■ PROBLEM TO SOLVE ■
Wherever a line of the records contains "Tennis", copy that line.
**** SOURCE RECORDS ****
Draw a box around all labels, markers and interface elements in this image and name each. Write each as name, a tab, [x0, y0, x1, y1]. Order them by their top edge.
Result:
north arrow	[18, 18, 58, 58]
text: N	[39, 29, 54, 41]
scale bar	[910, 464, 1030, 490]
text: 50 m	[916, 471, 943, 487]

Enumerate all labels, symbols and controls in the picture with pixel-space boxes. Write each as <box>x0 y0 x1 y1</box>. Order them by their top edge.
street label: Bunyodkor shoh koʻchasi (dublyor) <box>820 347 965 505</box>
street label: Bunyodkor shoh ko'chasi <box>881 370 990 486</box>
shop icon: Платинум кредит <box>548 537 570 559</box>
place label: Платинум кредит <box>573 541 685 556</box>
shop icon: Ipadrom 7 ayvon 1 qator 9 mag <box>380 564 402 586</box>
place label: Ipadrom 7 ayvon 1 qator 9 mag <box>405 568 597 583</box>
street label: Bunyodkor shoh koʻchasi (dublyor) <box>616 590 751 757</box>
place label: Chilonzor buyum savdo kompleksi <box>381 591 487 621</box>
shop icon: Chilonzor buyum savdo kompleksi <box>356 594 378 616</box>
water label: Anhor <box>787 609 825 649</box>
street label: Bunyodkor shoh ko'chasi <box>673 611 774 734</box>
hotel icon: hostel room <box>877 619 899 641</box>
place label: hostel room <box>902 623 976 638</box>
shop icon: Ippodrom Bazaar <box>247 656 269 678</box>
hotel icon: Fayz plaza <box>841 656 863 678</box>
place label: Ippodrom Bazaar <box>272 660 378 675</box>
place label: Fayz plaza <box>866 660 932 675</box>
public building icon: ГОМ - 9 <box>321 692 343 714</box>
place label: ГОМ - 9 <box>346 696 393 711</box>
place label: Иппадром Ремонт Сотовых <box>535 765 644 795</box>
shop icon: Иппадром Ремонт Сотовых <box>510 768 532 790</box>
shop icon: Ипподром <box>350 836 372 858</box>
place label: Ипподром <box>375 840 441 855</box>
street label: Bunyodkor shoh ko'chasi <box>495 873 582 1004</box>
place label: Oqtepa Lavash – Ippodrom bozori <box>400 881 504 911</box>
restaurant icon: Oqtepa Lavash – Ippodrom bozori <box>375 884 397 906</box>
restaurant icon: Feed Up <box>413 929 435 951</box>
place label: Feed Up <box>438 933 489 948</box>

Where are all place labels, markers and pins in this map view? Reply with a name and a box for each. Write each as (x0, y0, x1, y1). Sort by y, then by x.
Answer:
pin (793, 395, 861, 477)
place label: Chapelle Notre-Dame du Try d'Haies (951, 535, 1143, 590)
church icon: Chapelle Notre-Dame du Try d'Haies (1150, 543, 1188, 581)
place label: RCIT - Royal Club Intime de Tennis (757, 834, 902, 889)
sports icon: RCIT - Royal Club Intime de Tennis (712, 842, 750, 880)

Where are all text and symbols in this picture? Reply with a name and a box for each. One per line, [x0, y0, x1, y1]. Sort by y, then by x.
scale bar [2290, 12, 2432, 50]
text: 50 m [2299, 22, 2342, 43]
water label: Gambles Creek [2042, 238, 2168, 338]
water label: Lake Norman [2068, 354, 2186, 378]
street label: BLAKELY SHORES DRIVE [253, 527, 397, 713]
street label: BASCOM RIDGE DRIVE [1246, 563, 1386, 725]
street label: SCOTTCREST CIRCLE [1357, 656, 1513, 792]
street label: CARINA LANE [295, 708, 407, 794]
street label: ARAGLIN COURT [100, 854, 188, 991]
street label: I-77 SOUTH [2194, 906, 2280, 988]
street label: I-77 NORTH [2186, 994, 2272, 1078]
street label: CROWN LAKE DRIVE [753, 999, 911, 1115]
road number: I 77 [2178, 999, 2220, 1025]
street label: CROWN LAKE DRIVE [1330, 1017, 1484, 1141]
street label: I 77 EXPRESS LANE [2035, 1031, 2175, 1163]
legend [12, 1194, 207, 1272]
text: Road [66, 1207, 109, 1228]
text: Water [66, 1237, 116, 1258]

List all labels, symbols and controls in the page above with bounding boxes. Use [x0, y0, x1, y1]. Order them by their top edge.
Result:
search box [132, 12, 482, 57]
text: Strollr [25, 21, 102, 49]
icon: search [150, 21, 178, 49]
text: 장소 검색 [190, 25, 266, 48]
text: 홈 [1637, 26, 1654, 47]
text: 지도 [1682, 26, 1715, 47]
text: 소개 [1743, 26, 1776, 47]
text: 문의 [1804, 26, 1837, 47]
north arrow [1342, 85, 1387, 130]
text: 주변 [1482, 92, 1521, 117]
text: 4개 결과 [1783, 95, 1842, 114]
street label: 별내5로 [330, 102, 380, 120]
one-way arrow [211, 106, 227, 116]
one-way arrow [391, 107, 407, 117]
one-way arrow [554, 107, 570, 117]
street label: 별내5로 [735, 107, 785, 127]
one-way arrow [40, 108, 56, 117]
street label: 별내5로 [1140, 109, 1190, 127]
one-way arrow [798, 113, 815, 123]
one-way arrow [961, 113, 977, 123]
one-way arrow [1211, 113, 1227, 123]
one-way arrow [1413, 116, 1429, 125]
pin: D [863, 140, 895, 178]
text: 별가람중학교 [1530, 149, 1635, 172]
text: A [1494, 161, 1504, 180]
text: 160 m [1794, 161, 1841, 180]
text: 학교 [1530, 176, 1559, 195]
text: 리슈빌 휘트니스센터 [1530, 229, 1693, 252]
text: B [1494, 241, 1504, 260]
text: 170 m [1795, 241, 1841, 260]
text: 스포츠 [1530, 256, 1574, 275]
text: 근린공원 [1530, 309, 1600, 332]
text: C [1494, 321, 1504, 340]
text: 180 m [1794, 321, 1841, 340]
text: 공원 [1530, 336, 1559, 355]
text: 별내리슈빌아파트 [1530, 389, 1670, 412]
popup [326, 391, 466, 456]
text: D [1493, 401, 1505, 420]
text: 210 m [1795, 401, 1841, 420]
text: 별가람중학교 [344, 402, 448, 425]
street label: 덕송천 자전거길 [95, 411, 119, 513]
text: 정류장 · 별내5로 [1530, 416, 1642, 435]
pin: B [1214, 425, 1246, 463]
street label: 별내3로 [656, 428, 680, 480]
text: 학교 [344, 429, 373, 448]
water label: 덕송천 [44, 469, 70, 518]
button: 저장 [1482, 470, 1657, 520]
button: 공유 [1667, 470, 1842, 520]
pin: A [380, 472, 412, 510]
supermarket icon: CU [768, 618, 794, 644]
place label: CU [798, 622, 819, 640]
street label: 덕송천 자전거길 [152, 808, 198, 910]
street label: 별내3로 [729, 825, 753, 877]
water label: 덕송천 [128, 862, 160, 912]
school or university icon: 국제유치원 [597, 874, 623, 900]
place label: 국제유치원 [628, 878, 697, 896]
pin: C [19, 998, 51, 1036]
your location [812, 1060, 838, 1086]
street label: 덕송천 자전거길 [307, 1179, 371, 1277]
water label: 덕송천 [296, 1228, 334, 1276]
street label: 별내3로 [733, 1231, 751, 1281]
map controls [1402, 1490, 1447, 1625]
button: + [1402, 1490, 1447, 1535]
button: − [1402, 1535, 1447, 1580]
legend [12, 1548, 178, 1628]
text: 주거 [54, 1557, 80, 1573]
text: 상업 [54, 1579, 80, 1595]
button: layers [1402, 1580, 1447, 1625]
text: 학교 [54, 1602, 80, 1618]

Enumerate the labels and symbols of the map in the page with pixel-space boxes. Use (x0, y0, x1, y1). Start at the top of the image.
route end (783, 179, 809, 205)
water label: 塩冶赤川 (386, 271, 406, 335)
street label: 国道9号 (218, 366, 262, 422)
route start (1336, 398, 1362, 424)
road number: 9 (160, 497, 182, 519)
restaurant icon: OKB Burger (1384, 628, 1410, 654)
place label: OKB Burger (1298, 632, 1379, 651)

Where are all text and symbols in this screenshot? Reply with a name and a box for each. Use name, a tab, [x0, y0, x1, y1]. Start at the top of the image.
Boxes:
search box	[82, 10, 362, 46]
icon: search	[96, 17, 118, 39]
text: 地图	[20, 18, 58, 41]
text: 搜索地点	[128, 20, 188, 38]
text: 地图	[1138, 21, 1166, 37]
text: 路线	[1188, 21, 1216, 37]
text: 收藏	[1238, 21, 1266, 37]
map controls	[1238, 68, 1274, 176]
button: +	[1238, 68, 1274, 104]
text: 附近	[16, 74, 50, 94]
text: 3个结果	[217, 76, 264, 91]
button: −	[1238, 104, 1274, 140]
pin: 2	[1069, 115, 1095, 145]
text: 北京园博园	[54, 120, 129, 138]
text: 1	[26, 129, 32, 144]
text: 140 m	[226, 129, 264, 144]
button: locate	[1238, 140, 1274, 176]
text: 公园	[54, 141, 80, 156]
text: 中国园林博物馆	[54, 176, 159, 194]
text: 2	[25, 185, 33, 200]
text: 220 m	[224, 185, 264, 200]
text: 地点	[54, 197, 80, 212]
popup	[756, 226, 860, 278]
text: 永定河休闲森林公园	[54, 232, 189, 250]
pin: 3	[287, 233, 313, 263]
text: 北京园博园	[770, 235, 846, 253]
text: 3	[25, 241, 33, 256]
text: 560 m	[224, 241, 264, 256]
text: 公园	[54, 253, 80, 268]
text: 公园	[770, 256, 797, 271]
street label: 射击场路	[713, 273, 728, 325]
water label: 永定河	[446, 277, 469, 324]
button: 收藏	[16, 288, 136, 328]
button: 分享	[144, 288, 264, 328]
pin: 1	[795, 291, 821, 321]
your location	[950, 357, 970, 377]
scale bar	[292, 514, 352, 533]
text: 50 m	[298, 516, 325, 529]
****
■ ANSWER TO THE PROBLEM ■
place label: RCIT - Royal Club Intime de Tennis (757, 834, 902, 889)
sports icon: RCIT - Royal Club Intime de Tennis (712, 842, 750, 880)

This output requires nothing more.